PEYGAMBER EFENDİMİZ HAZRET-İ MUHAMMED (O’na Al Ve Ashabına Salat Ve Selam Olsun) bir hâdis-i şeriflerinde “ÖNCE BEDEN İLMİ, SONRA DİN İLMİ” buyurmuşlardır. Yani, tıp tahsili yapmayı, dini ilim tahsil etmenin önüne geçirmişlerdir. Bu sadece bir misaldir. Tıp ilmi gibi, diğer ilim dallarının da elbet büyük önemleri vardır. İnsanlığa hizmet etmeyi amaçlayan ilimlerle uğraşanların hepsi birer bilim adamıdırlar. İslami tabirle ÂLİMDİRLER! Elektriği bulan, kansere ilaç arayan, kalp, böbrek vesair organların nakillerini gerçekleştiren, verem hastalığını yok eden, atomu parçalayan, uçağı, füzeyi yapan, yüz katlı binaların statik hesaplarını gerçekleştiren, denizaltı gemilerini yüzdüren, geliştiren hep gerçek ilim adamlarıdır. İslam âlemini, muasır devletlerin gerisinde bırakan en etkili unsur, yanlış bir algılama olarak sadece dini bilgilerin referans alınarak kişilerin ÂLİM olduklarının varsayılmasıdır.
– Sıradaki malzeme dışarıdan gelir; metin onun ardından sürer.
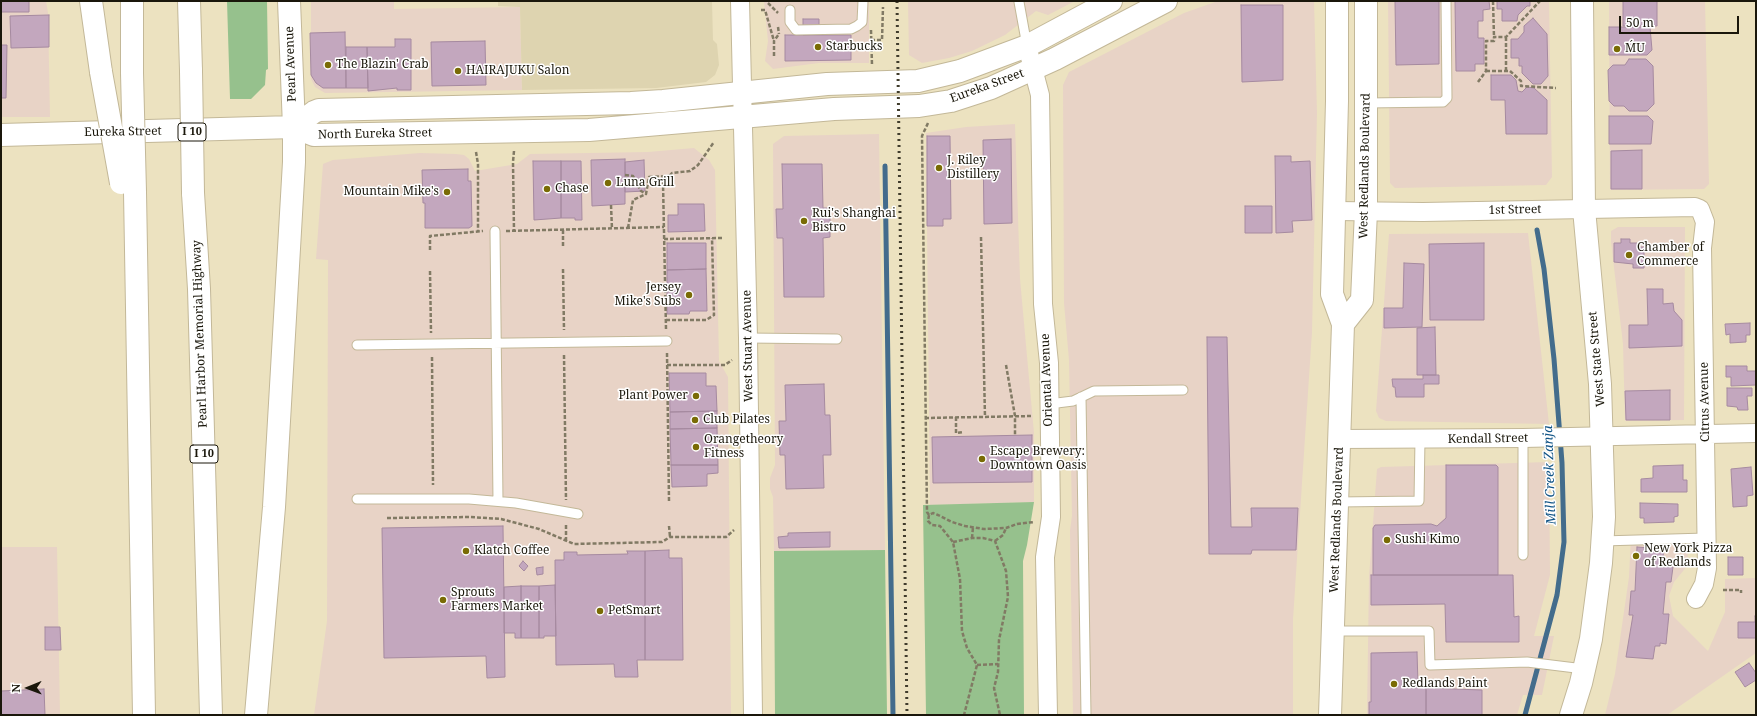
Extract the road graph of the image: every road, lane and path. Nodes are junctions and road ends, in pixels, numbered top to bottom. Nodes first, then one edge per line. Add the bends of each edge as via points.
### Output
1 (91, 1) edge
2 (132, 1) edge
3 (189, 1) edge
4 (288, 1) edge
5 (740, 1) edge
6 (863, 1) edge
7 (1111, 1) edge
8 (1166, 1) edge
9 (1337, 1) edge
10 (1366, 1) edge
11 (1446, 1) edge
12 (1493, 1) edge
13 (1540, 1) edge
14 (1582, 1) edge
15 (1019, 2) edge
16 (883, 7) dead end
17 (761, 10) dead end
18 (790, 10) dead end
19 (871, 26) dead end
20 (782, 30) dead end
21 (1494, 38) junction
22 (1506, 38) junction
23 (871, 40) junction
24 (774, 41) junction
25 (1027, 46) junction
26 (774, 56) dead end
27 (872, 65) dead end
28 (1033, 69) junction
29 (1486, 71) junction
30 (1506, 71) junction
31 (1478, 82) dead end
32 (1556, 88) dead end
33 (742, 92) junction
34 (1366, 103) junction
35 (743, 118) junction
36 (928, 123) dead end
37 (294, 127) junction
38 (1, 135) edge
39 (714, 142) dead end
40 (514, 151) dead end
41 (476, 152) dead end
42 (625, 175) dead end
43 (670, 176) junction
44 (128, 188) junction
45 (646, 194) junction
46 (611, 205) dead end
47 (1695, 207) joint
48 (1584, 209) junction
49 (1335, 211) junction
50 (1366, 211) junction
51 (664, 227) junction
52 (628, 228) junction
53 (612, 229) junction
54 (563, 230) junction
55 (478, 231) junction
56 (495, 231) junction
57 (514, 231) junction
58 (981, 237) dead end
59 (712, 238) junction
60 (722, 238) dead end
61 (664, 239) junction
62 (563, 247) dead end
63 (430, 250) dead end
64 (563, 269) dead end
65 (430, 271) dead end
66 (666, 320) junction
67 (1343, 324) junction
68 (666, 329) dead end
69 (564, 331) dead end
70 (431, 333) dead end
71 (748, 338) junction
72 (837, 339) dead end
73 (667, 341) dead end
74 (496, 342) junction
75 (357, 345) dead end
76 (667, 353) dead end
77 (564, 355) dead end
78 (432, 357) dead end
79 (734, 359) dead end
80 (1006, 364) dead end
81 (667, 365) junction
82 (1183, 390) dead end
83 (1081, 398) junction
84 (1049, 404) junction
85 (1015, 416) junction
86 (1036, 416) dead end
87 (956, 417) junction
88 (984, 417) junction
89 (925, 418) junction
90 (963, 432) dead end
91 (1756, 433) edge
92 (1705, 434) junction
93 (1015, 436) dead end
94 (1602, 436) junction
95 (1523, 438) junction
96 (1339, 439) junction
97 (1420, 439) junction
98 (434, 485) dead end
99 (357, 499) dead end
100 (566, 500) dead end
101 (498, 501) junction
102 (669, 501) dead end
103 (1337, 502) junction
104 (434, 511) dead end
105 (578, 514) dead end
106 (929, 515) junction
107 (434, 517) junction
108 (387, 518) dead end
109 (1036, 522) dead end
110 (566, 525) dead end
111 (669, 526) dead end
112 (973, 527) junction
113 (1006, 528) junction
114 (735, 530) dead end
115 (670, 537) junction
116 (972, 538) junction
117 (1706, 538) junction
118 (566, 541) junction
119 (995, 541) junction
120 (1602, 541) junction
121 (953, 542) junction
122 (1523, 555) dead end
123 (1723, 590) dead end
124 (1741, 593) dead end
125 (1696, 599) dead end
126 (1333, 631) junction
127 (998, 664) junction
128 (977, 665) junction
129 (1584, 669) junction
130 (144, 715) edge
131 (211, 715) edge
132 (256, 715) edge
133 (753, 715) edge
134 (964, 715) edge
135 (1000, 715) edge
136 (1048, 715) edge
137 (1086, 715) edge
138 (1330, 715) edge
139 (1571, 715) edge

1 - 44 main road, bridge via 101,72
2 - 44 main road, bridge
3 - 131 main road, Pearl Harbor Memorial Highway / I 10, bridge
4 - 37 main road, Pearl Avenue
5 - 33 street, West Stuart Avenue
6 - 18 lane via 862,22 851,29 796,30 790,22
7 - 25 main road, Eureka Street
8 - 28 main road, Eureka Street
9 - 49 main road, West Redlands Boulevard
10 - 34 main road, West Redlands Boulevard
11 - 34 lane via 1447,98 1443,102
12 - 21 path
13 - 22 path
14 - 48 main road, West State Street
15 - 25 lane
16 - 23 path via 882,40
17 - 24 path via 765,10
19 - 23 path
20 - 24 path
21 - 22 path
21 - 29 path via 1494,41 1486,41
22 - 30 path
23 - 27 path
24 - 26 path
25 - 28 street, Oriental Avenue
25 - 33 main road, Eureka Street via 960,71 918,81 827,84
28 - 35 main road, Eureka Street via 991,88 951,101 905,107 834,109
28 - 84 street, Oriental Avenue via 1040,95 1043,304 1049,363
29 - 30 path
29 - 31 path
30 - 32 path via 1510,71 1521,81 1521,86
33 - 35 street, West Stuart Avenue
33 - 37 main road, North Eureka Street via 663,102 319,110
34 - 50 main road, West Redlands Boulevard
35 - 37 main road, North Eureka Street via 605,129 494,132 314,135
35 - 71 street, West Stuart Avenue
36 - 89 path via 922,136
37 - 38 main road, Eureka Street
37 - 132 main road, Pearl Avenue via 274,507
39 - 43 path via 698,165 690,171 672,173
40 - 57 path
41 - 55 path
42 - 45 path via 633,176 641,191
43 - 45 path via 649,177
43 - 51 path via 663,183
44 - 130 main road via 136,267
45 - 52 path via 633,200
46 - 53 path
47 - 48 street, 1st Street
47 - 92 street, Citrus Avenue via 1700,209 1706,222 1702,248
48 - 50 street, 1st Street
48 - 94 main road, West State Street via 1600,384
49 - 50 street, 1st Street
49 - 67 main road, West Redlands Boulevard via 1332,294
50 - 67 main road, West Redlands Boulevard via 1362,300
51 - 52 path
51 - 61 path
52 - 53 path
53 - 54 path
54 - 57 path
54 - 62 path
55 - 56 path
55 - 63 path via 430,236
56 - 57 path
56 - 74 lane
58 - 88 path
59 - 60 path
59 - 61 path
59 - 66 path via 714,315 706,320
61 - 66 path
64 - 69 path
65 - 70 path
66 - 68 path
67 - 96 main road, West Redlands Boulevard
71 - 72 lane
71 - 133 street, West Stuart Avenue
73 - 74 lane
74 - 75 lane
74 - 101 lane
76 - 81 path
77 - 100 path
78 - 98 path
79 - 81 path via 725,365
80 - 85 path
81 - 102 path
82 - 83 lane via 1094,391
83 - 84 lane
83 - 137 lane
84 - 136 street, Oriental Avenue via 1051,517 1045,557
85 - 86 path
85 - 88 path
85 - 93 path
87 - 88 path
87 - 89 path
87 - 90 path via 956,433
89 - 106 path via 926,504
91 - 92 street, Kendall Street
92 - 94 street, Kendall Street
92 - 117 street, Citrus Avenue
94 - 95 street, Kendall Street
94 - 120 main road, West State Street
95 - 97 street, Kendall Street
95 - 122 lane
96 - 97 street, Kendall Street
96 - 103 main road, West Redlands Boulevard
97 - 103 lane via 1419,501
99 - 101 lane
101 - 105 lane
103 - 126 main road, West Redlands Boulevard
104 - 107 path
106 - 112 path via 938,515 952,522
106 - 121 path via 928,521 932,525 940,526
107 - 108 path
107 - 118 path via 470,516 501,520 539,529
109 - 113 path
110 - 118 path
111 - 115 path
112 - 113 path
112 - 116 path
113 - 119 path via 1003,535
114 - 115 path via 726,538
115 - 118 path via 662,542 574,544
116 - 119 path
116 - 121 path
117 - 120 lane
117 - 125 street, Citrus Avenue via 1707,568 1704,584
119 - 127 path via 1008,584
120 - 129 main road, West State Street via 1596,608
121 - 128 path via 960,579 962,631 966,648
123 - 124 path via 1741,590
126 - 129 lane via 1429,631 1430,665 1533,663
126 - 138 main road, West Redlands Boulevard
127 - 128 path
127 - 135 path via 994,688
128 - 134 path
129 - 139 main road, West State Street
Rönesans öncesi dönemde Hıristiyanlık âleminde de, kiliseler, birçok icatlara karşı çıkarlardı. Dünyanın düz ve sabit olduğunu söyler, aksini iddia edenleri zindanlarda çürütürlerdi. Ne zaman ki, Hıristiyan âlemi, kiliselerin taassuplarından kendisini kurtarabildi, icatlar peş-peşe gelmeğe başladı.
Dini taassup yüzünden matbaanın bile uzun yıllar sonra Osmanlılara geldiğini düşünürsek, medeni âlemden bu kadar geri kalışımızın sebebi daha iyi anlaşılacaktır. Dini bilgilerle mücehhez zevatlara hürmetimiz var amma, “Önce beden ilmi, sonra din ilmi” buyruğundan yola çıkarak diyoruz ki, müspet ilimlere ne kadar yönelirsek, hem dinimizi, hem dünyamızı mamur etmiş oluruz. Özellikle (ÂLİM) denildiği zaman, sadece dini ilimleri tahsil etmiş kişileri anımsamaktan vazgeçmemiz lâzım…
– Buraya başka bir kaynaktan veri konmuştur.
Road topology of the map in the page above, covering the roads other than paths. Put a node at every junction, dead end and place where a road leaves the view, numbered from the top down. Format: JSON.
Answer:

Hem, YÜCE ALLAH’IN da yaratılmışların mahiyetlerini düşünmek konusunda insanlara açık bir emri olduğunu asla unutmayalım. Düşünmek, tefekkür etmek, sorgulamak, analiz etmek, incelemek ilim ehli olmanın gereğidir. Nitekim âyet-i kerime’de mealen şöyle buyurulmaktadır:
Aklı selim sahipleri ayakta dururken, otururken, yanları üzerine yatarken Allah’ı anarlar, göklerin ve yerin yaratılışı hakkında derin derin düşünürler ve şöyle derler: “Ey Rabbimiz! Sen bunu, boşuna yaratmadın; seni noksan sıfatlardan uzak tutarız. Bizi cehennem azabından koru!”
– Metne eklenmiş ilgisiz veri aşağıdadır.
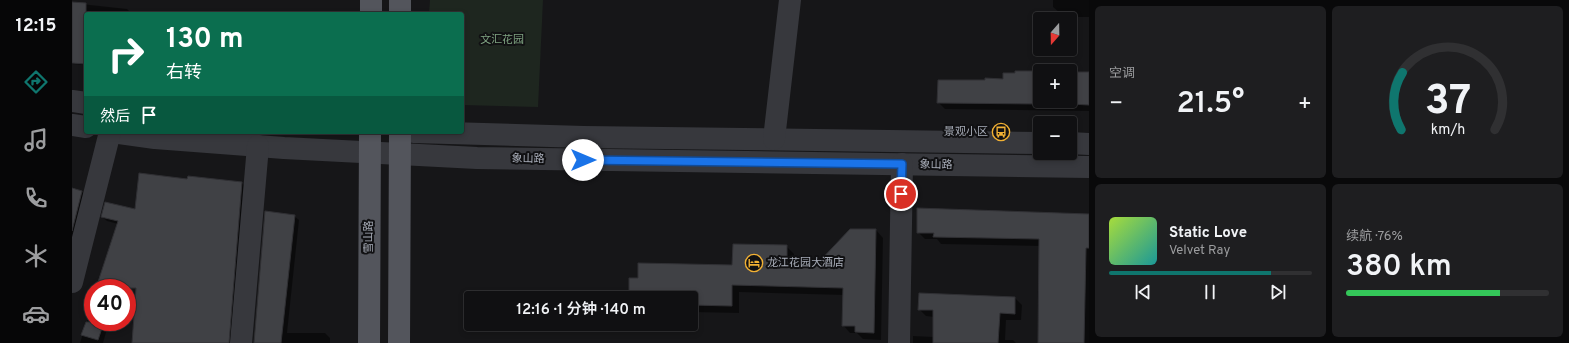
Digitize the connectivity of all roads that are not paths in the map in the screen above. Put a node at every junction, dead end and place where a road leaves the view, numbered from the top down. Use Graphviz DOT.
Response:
graph roads {
  1 [pos="371,0"];
  2 [pos="400,0"];
  3 [pos="790,0"];
  4 [pos="371,12"];
  5 [pos="400,12"];
  6 [pos="72,101"];
  7 [pos="84,103"];
  8 [pos="72,125"];
  9 [pos="84,127"];
  10 [pos="464,133"];
  11 [pos="110,134"];
  12 [pos="126,134"];
  13 [pos="370,134"];
  14 [pos="400,134"];
  15 [pos="774,139"];
  16 [pos="1033,143"];
  17 [pos="1077,144"];
  18 [pos="1089,144"];
  19 [pos="258,146"];
  20 [pos="370,154"];
  21 [pos="400,155"];
  22 [pos="902,164"];
  23 [pos="1089,167"];
  24 [pos="72,282"];
  25 [pos="241,343"];
  26 [pos="369,343"];
  27 [pos="399,343"];
  28 [pos="899,343"];
  1 -- 4 [label="main road"];
  2 -- 5 [label="main road"];
  3 -- 15 [label="street"];
  6 -- 7 [label="street"];
  8 -- 9 [label="street"];
  10 -- 15 [label="street, 象山路"];
  11 -- 24 [label="street"];
  12 -- 19 [label="street, 象山路"];
  13 -- 20 [label="main road, 雪山路"];
  14 -- 21 [label="main road"];
  15 -- 16 [label="street, 象山路"];
  17 -- 18 [label="street"];
  19 -- 20 [label="street, 象山路"];
  19 -- 25 [label="street"];
  20 -- 21 [label="street, 象山路"];
  20 -- 26 [label="main road, 雪山路"];
  21 -- 22 [label="street, 象山路"];
  21 -- 27 [label="main road"];
  22 -- 23 [label="street, 象山路"];
  22 -- 28 [label="street"];
}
Yaradılışın sırlarını çözmek, insanlara verilmiş ilahi bir emirdir, bunu asla unutmayalım. Yunus Emre’nin buyurduğu gibi:
İLİM İLİM BİLMEKTİR
İLİM KENDİN BİLMEKTİR
SEN KENDİNİ BİLMEZSEN
BU NİCE OKUMAKTIR
Diyerek kendi varlığımızı bilmekle işe başlayalım. (NEFSİNİ BİLEN, RABBİNİ BİLİR) EMRİNİ UNUTMAYALIM.